If you are looking for gift ideas or good reads for Mother's Day, here's a brief look at several books that have come our way:
A LIFT OR A LAUGH
"CREATED FOR GREATER THINGS," Jeffrey R. Holland, Deseret Book, $15.99
Sometimes a well-chosen thought is all we need to keep us going, and this little volume does just that. Elder Holland's insights and words of encouragement — particularly to women — are paired with inspiring images that will lift and strengthen readers. "I believe we have all been created for greater things than we can comprehend," he says. "But such accomplishments are not achieved by fierce competitiveness, calculated one-up-manship, or cold indifference to others. True greatness will always be predicated upon love, respect, compassion, dignity prayer, hard work, God."
"BEDTIME AND NAPTIME: The Simple Joys of a Mom's Life," Hilary Weeks, Deseret Book, $14.99
Whether it's recording the funny comments her 4-year-old makes, quoting favorite authors, noticing how much a teenage daughter wants to copy her mother, sharing favorite recipes, or making up new words for popular songs, Weeks hopes this book will help mothers recognize the tender mercies that make it all worthwhile. Included is a CD with seven song parodies such as "Climb Every Mountain," "Bibbidi Bobbidi Boo" and "My Favorite Things."

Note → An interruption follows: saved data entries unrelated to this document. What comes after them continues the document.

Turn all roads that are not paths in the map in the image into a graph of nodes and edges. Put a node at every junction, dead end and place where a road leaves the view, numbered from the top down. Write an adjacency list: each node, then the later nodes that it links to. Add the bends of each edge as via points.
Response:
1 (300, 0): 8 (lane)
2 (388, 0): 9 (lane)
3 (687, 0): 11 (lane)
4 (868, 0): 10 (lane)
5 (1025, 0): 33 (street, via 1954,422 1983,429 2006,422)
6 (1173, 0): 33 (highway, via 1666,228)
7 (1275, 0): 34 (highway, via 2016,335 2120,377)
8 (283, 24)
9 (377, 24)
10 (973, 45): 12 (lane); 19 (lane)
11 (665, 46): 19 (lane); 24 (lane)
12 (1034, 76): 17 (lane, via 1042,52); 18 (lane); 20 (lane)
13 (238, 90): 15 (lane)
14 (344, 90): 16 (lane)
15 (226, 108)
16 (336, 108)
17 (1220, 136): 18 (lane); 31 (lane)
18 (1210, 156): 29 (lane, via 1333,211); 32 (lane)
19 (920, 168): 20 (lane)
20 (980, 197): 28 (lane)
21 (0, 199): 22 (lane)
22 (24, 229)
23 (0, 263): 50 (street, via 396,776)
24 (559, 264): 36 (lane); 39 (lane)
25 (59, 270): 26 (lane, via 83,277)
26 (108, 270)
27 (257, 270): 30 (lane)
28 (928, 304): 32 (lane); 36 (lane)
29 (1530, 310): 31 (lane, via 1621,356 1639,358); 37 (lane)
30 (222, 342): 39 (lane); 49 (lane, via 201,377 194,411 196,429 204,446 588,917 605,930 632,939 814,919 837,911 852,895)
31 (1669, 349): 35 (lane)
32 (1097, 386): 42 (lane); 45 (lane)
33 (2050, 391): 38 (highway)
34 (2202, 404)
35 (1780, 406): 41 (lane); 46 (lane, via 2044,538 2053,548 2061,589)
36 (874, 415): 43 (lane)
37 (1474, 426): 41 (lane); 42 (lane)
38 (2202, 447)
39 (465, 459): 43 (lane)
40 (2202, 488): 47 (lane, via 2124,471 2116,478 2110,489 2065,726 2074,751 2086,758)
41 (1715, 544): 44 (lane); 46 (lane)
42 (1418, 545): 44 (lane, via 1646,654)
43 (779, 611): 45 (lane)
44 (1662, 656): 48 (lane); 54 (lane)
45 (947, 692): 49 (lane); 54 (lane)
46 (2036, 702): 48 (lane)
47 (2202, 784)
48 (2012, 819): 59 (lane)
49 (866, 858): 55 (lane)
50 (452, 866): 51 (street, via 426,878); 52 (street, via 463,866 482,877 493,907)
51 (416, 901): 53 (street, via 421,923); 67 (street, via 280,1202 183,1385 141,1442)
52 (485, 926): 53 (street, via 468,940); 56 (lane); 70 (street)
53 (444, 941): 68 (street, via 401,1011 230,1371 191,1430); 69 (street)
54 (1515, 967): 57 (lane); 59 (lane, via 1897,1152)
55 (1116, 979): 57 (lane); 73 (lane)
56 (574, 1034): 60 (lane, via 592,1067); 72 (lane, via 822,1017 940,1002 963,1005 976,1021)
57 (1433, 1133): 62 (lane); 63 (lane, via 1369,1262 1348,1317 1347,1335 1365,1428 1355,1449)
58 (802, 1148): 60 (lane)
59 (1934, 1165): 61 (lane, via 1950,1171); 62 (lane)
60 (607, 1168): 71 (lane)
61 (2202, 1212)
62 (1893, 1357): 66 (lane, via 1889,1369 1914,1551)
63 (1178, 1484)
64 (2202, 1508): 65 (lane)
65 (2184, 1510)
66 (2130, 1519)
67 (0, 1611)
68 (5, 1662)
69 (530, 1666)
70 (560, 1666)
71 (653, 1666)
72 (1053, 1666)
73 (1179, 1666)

"MORNING SONG: Poems for New Parents," edited by Susan Todd and Carol Purington, St. Martin's Press, $21.99
With selections drawn from the Bible and traditional folk songs to Emily Dickinson and Robert Frost, this collection is poignant, inspiring, thoughtful and fun. Divided into sections such as Beginnings, Waiting, Birth Day, Newest Child, Sleep and Song, and At Play, the poems bring forth "the cosmic and the comic, the spiritual and the pragmatic, the whimsical and the divine."

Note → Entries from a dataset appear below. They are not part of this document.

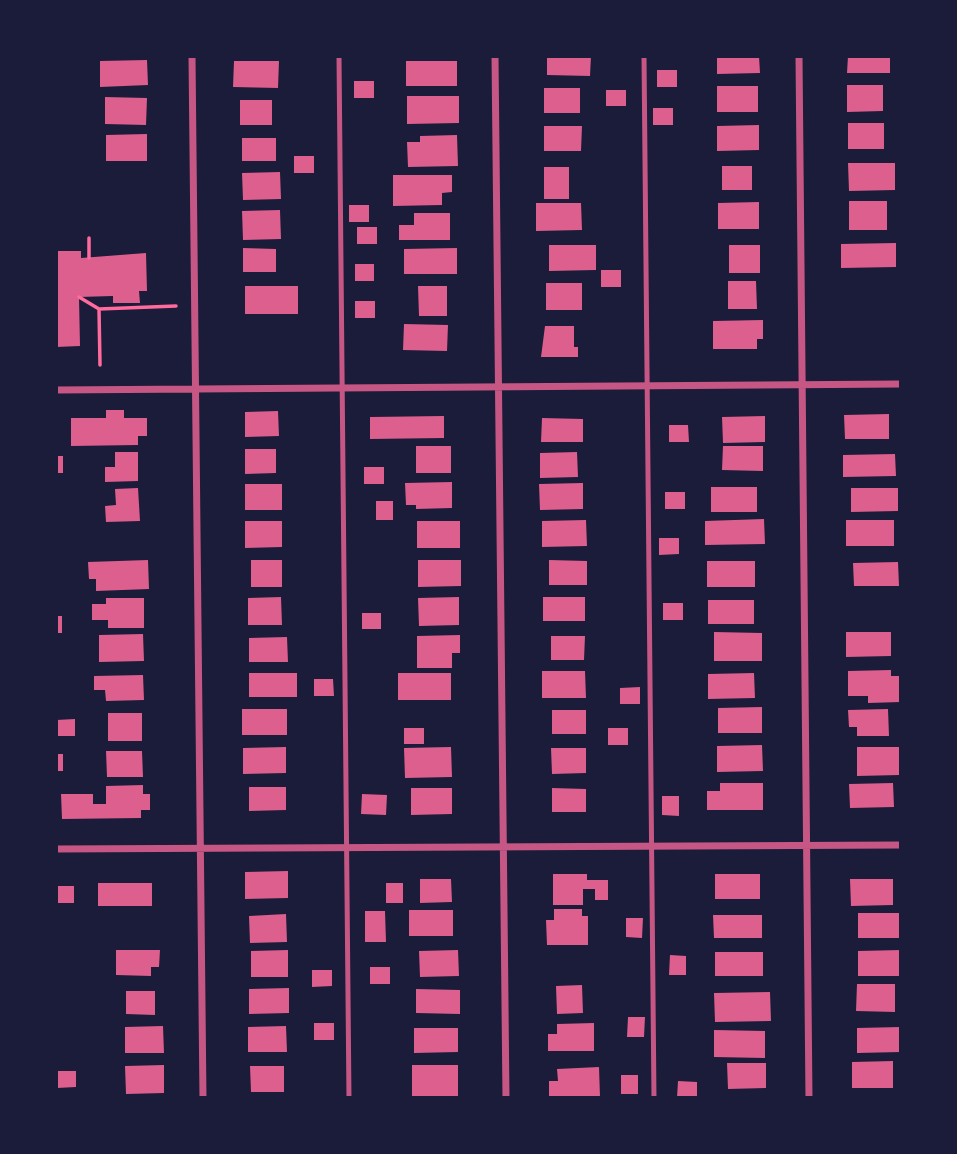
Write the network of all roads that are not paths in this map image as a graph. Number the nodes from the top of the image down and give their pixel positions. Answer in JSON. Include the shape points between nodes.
{"nodes":[{"id":1,"x":192,"y":56,"type":"edge"},
{"id":2,"x":339,"y":56,"type":"edge"},
{"id":3,"x":495,"y":56,"type":"edge"},
{"id":4,"x":644,"y":56,"type":"edge"},
{"id":5,"x":799,"y":56,"type":"edge"},
{"id":6,"x":802,"y":384,"type":"junction"},
{"id":7,"x":901,"y":384,"type":"edge"},
{"id":8,"x":647,"y":386,"type":"junction"},
{"id":9,"x":499,"y":387,"type":"junction"},
{"id":10,"x":342,"y":388,"type":"junction"},
{"id":11,"x":195,"y":389,"type":"junction"},
{"id":12,"x":56,"y":390,"type":"edge"},
{"id":13,"x":901,"y":845,"type":"edge"},
{"id":14,"x":807,"y":846,"type":"junction"},
{"id":15,"x":503,"y":847,"type":"junction"},
{"id":16,"x":651,"y":847,"type":"junction"},
{"id":17,"x":200,"y":848,"type":"junction"},
{"id":18,"x":346,"y":848,"type":"junction"},
{"id":19,"x":56,"y":849,"type":"edge"},
{"id":20,"x":202,"y":1098,"type":"edge"},
{"id":21,"x":349,"y":1098,"type":"edge"},
{"id":22,"x":506,"y":1098,"type":"edge"},
{"id":23,"x":654,"y":1098,"type":"edge"},
{"id":24,"x":809,"y":1098,"type":"edge"}],
"edges":[{"from":1,"to":11,"type":"street"},
{"from":2,"to":10,"type":"lane"},
{"from":3,"to":9,"type":"street"},
{"from":4,"to":8,"type":"lane"},
{"from":5,"to":6,"type":"street"},
{"from":6,"to":7,"type":"street"},
{"from":6,"to":8,"type":"street"},
{"from":6,"to":14,"type":"street"},
{"from":8,"to":9,"type":"street"},
{"from":8,"to":16,"type":"lane"},
{"from":9,"to":10,"type":"street"},
{"from":9,"to":15,"type":"street"},
{"from":10,"to":11,"type":"street"},
{"from":10,"to":18,"type":"lane"},
{"from":11,"to":12,"type":"street"},
{"from":11,"to":17,"type":"street"},
{"from":13,"to":14,"type":"street"},
{"from":14,"to":16,"type":"street"},
{"from":14,"to":24,"type":"street"},
{"from":15,"to":16,"type":"street"},
{"from":15,"to":18,"type":"street"},
{"from":15,"to":22,"type":"street"},
{"from":16,"to":23,"type":"lane"},
{"from":17,"to":18,"type":"street"},
{"from":17,"to":19,"type":"street"},
{"from":17,"to":20,"type":"street"},
{"from":18,"to":21,"type":"lane"}]}
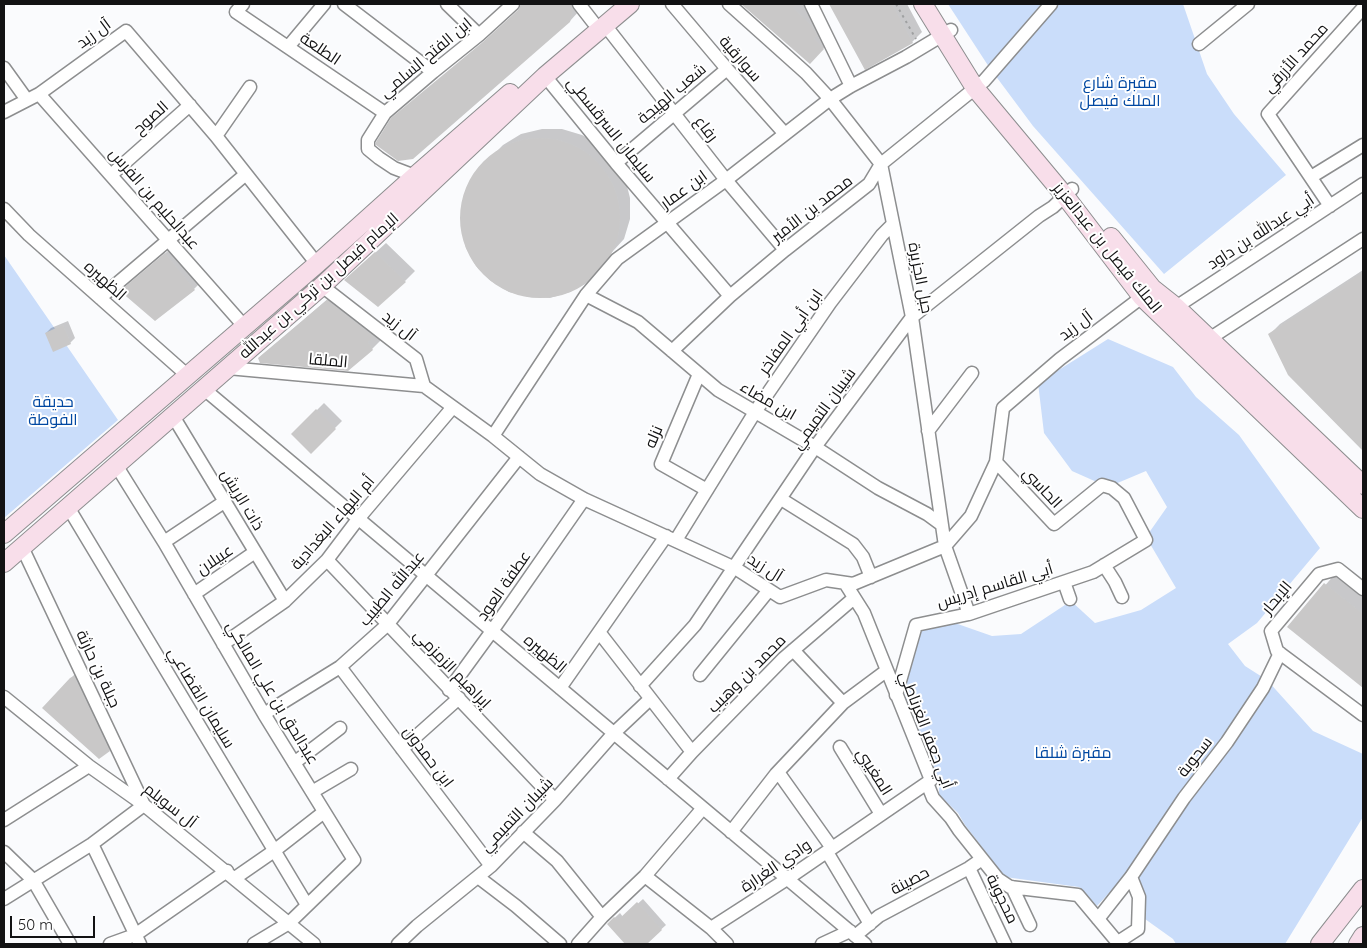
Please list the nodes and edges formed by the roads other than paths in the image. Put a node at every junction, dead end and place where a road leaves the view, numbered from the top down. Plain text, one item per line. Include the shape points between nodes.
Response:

"SORRY I PEED ON YOU (and Other Heartwarming Letters to Mommy)", Jeremy Greenberg, Andrews McMeel Universal, $12.99
Picture some of those particularly embarrassing moments involving your kids — the ones that make you wonder: what in the world were they thinking? Jeremy Greenberg has the answer. His humorous "letters" are written from the first-person perspective of toddlers who feel the need to apologize or enlighten mom. For example, Re: the bathroom beautification initiative: "I have lived in this house for three years now, Mommy, and I thought it'd be nice to draw something that says a toddler is part of this community." Re: these aren't Shrek ears: "I'm eating what? Broccoli does not sound like something a toddler should be eating. … Broccoli is the yukiest substance known to kids." Expressive pictures add to the fun.
HELP AND HOW-TO
"THROUGH HIS EYES: Rethinking What You Believe About Yourself," by Virginia H. Pearce, Deseret Book, $19.99
Just as you can clean the clutter out of your closets and off your shelves, you can clean it out of your mind, says Virginia H. Pearce. Clutter is not just a physical reality, it can be a mental one, too. And many of the beliefs and fictions that clutter our minds can keep us from recognizing "Truths with a capital T." Pearce provides both inspiration and practical suggestions on how to discard the things that may be hindering our progress.
"THE MOMMY DOCS' ULTIMATE GUIDE TO PREGNANCY AND BIRTH," by Yvonne Bohn, Allison Hill, Alane Park, DaCapo Press, $15.95
Written by three women who are both doctors and mothers, the book provides a comprehensive guide to pretty much everything that happens from preparing for pregnancy through the "fourth trimester" after birth, with special sections on such things as high-risk pregnancies and unexpected curveballs. Also included are answers to frequently asked questions and the facts about popular myths.